Enquanto rodava por estradas incrustadas nas montanhas, reverenciava o tempo totalmente ocioso a meu dispor. A visão das vacas no campo, tilintando os sinos ao pescoço, as diferentes gentes nos vilarejos a viver seu dia a dia, os cristalinos riachos serpenteando a encosta, o ar puro, a natureza onipresente, a grandiosidade das rochas, a neve ao longe, ainda mais acima de onde estávamos (e estávamos já bem alto), todo esse cenário, bonito e bucólico, eu vi com olhos gratos. E então, aos poucos foi acontecendo, com uma perfeita naturalidade: a imersão no momento, o abandono dos pensamentos, o foco nas sensações e sentimentos, só a vida fluindo, legítimo mindfullness, plenitude e serenidade, entrega, epifania, encontro. Devolvi-me a mim, afinal.

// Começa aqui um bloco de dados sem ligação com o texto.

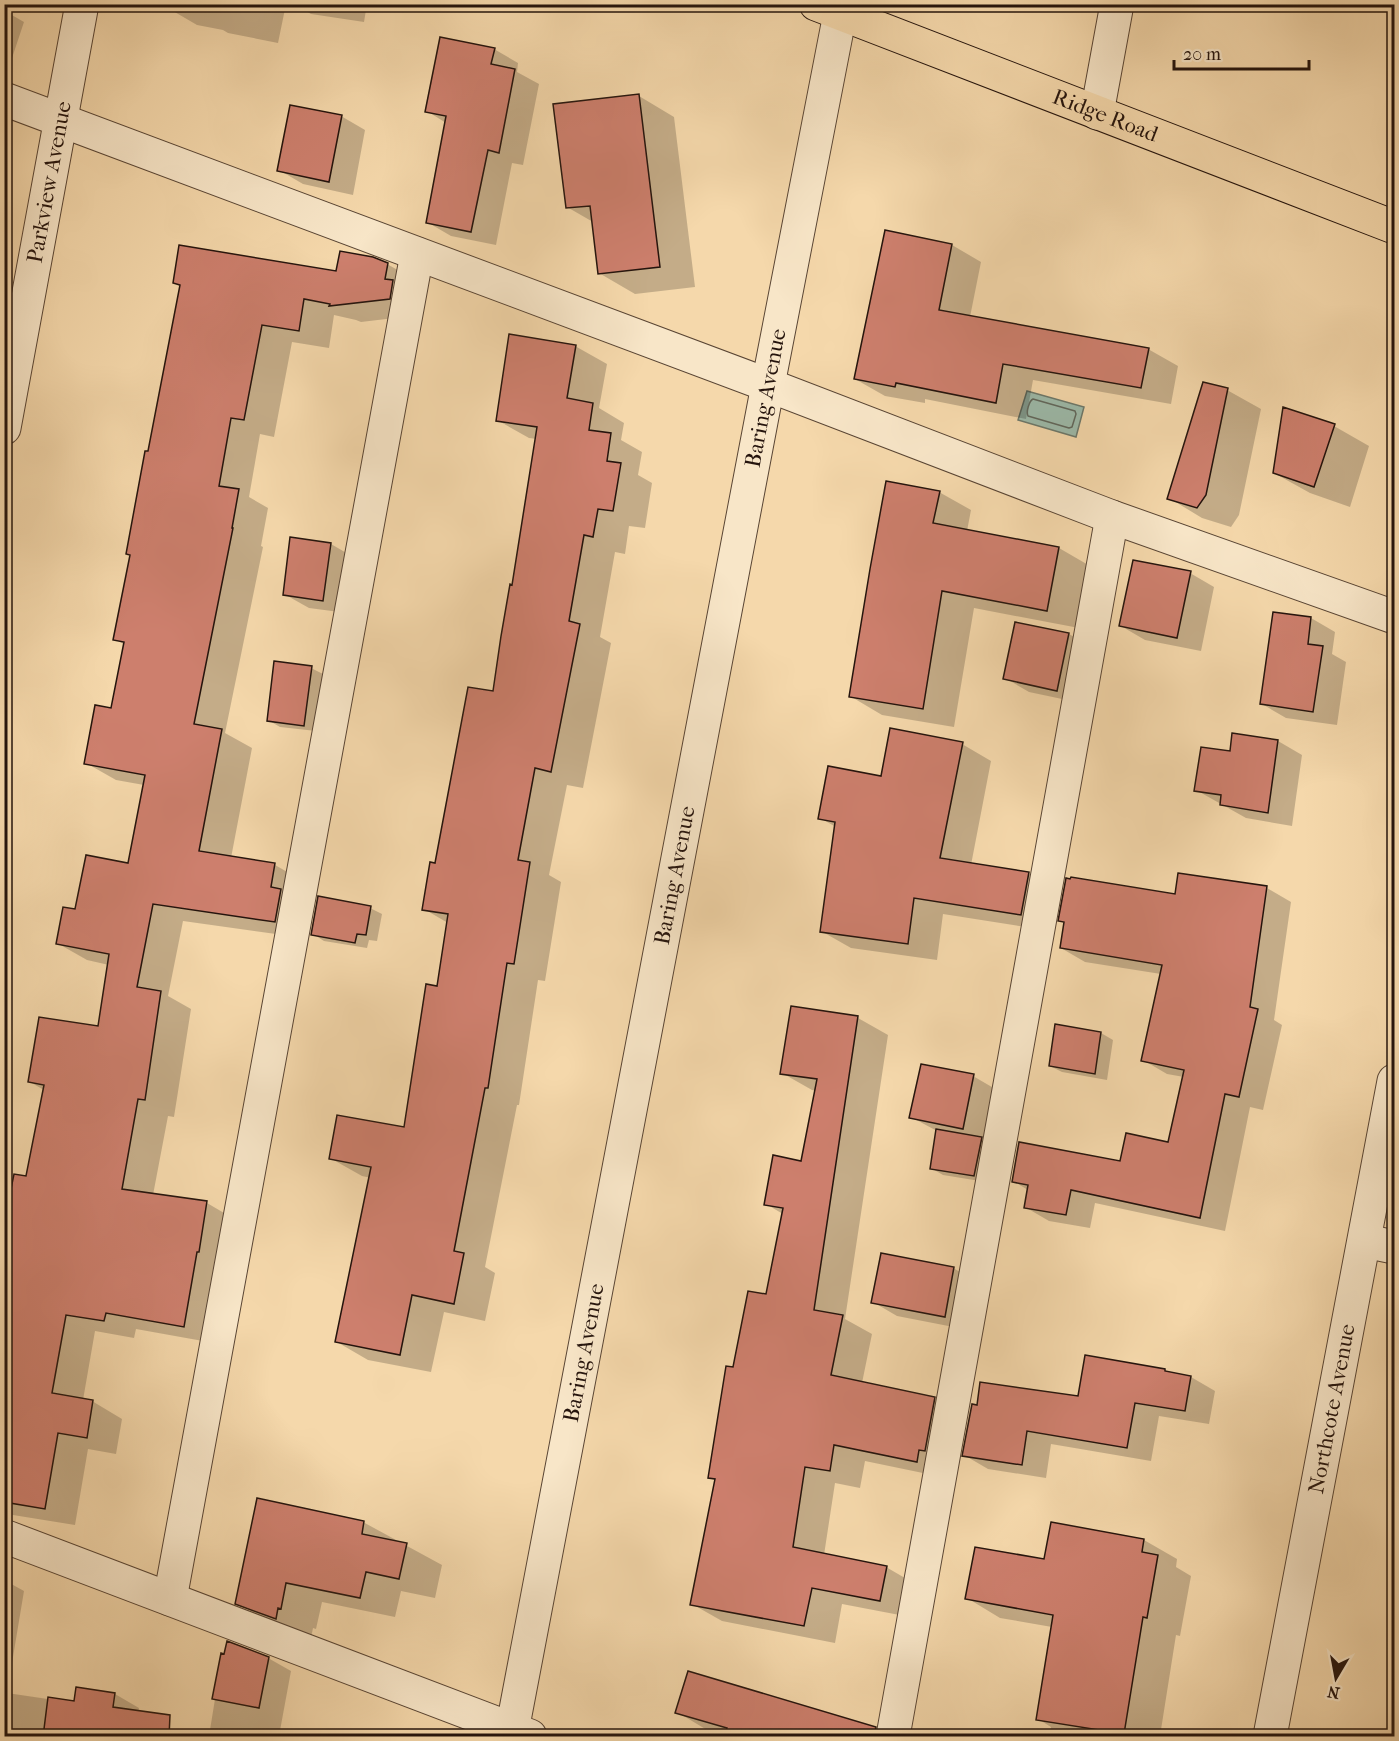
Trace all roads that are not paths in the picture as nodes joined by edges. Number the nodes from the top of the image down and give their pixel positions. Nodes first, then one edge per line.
1 (82, 4) edge
2 (1117, 4) edge
3 (828, 9) edge
4 (4, 99) edge
5 (1097, 113) junction
6 (60, 120) junction
7 (1395, 227) edge
8 (417, 254) junction
9 (768, 384) junction
10 (4, 428) edge
11 (1112, 517) junction
12 (1395, 617) edge
13 (1395, 1081) edge
14 (1380, 1244) edge
15 (4, 1536) edge
16 (170, 1599) junction
17 (518, 1734) edge
18 (893, 1737) edge
19 (1270, 1737) edge

1 - 6 street, Parkview Avenue
2 - 5 street
3 - 5 main road, Ridge Road
3 - 9 street, Baring Avenue
4 - 6 street
5 - 7 main road, Ridge Road
6 - 8 street
6 - 10 street, Parkview Avenue
8 - 9 street
8 - 16 street
9 - 11 street
9 - 17 street, Baring Avenue
11 - 12 street
11 - 18 street
13 - 14 street, Northcote Avenue
14 - 19 street, Northcote Avenue
15 - 16 street
16 - 17 street

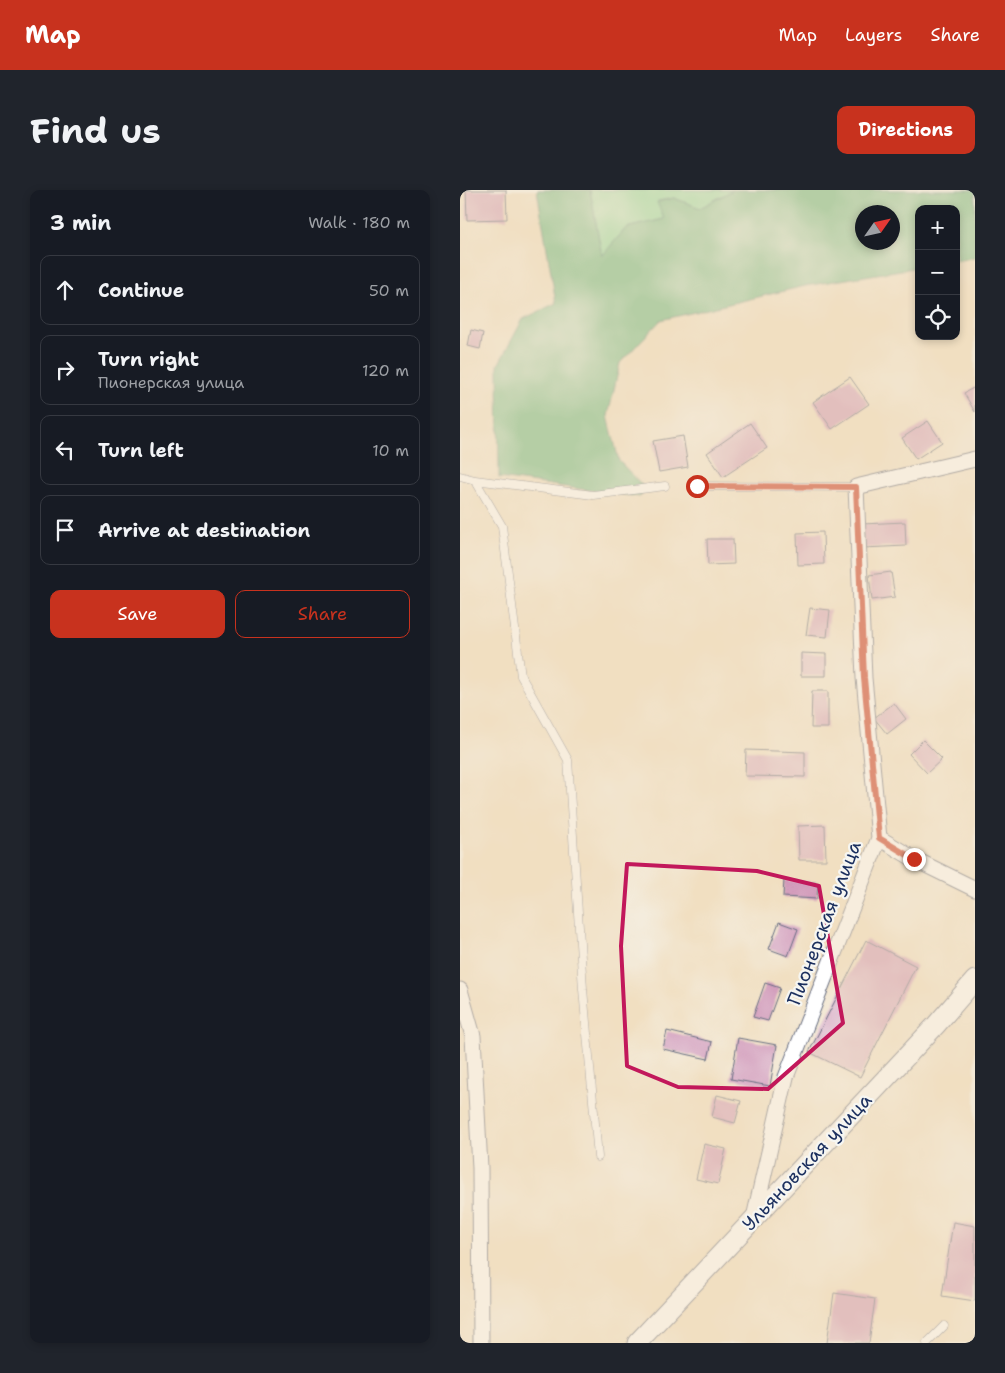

Obviamente que existem outras formas de se viver intensamente, formas menos ousadas, menos arriscadas e mais prudentes do que subir numa motoca mundo afora. O que é a necessidade de cada um, só a cada qual se manifesta. A verdade, no meu caso, é que continuo achando motoqueiro um ser verdadeiramente vocacionado para a aventura. Deve ser porque, bem no fundo, ventura maior é dar-se conta de que nunca deixamos de ser quem verdadeiramente somos.
Cris , ao ler seu texto, peguei carona , na garupa de sua moto . Que beleza de paisagem está que seus olhos nos emprestam. Obrigada, querida Cris !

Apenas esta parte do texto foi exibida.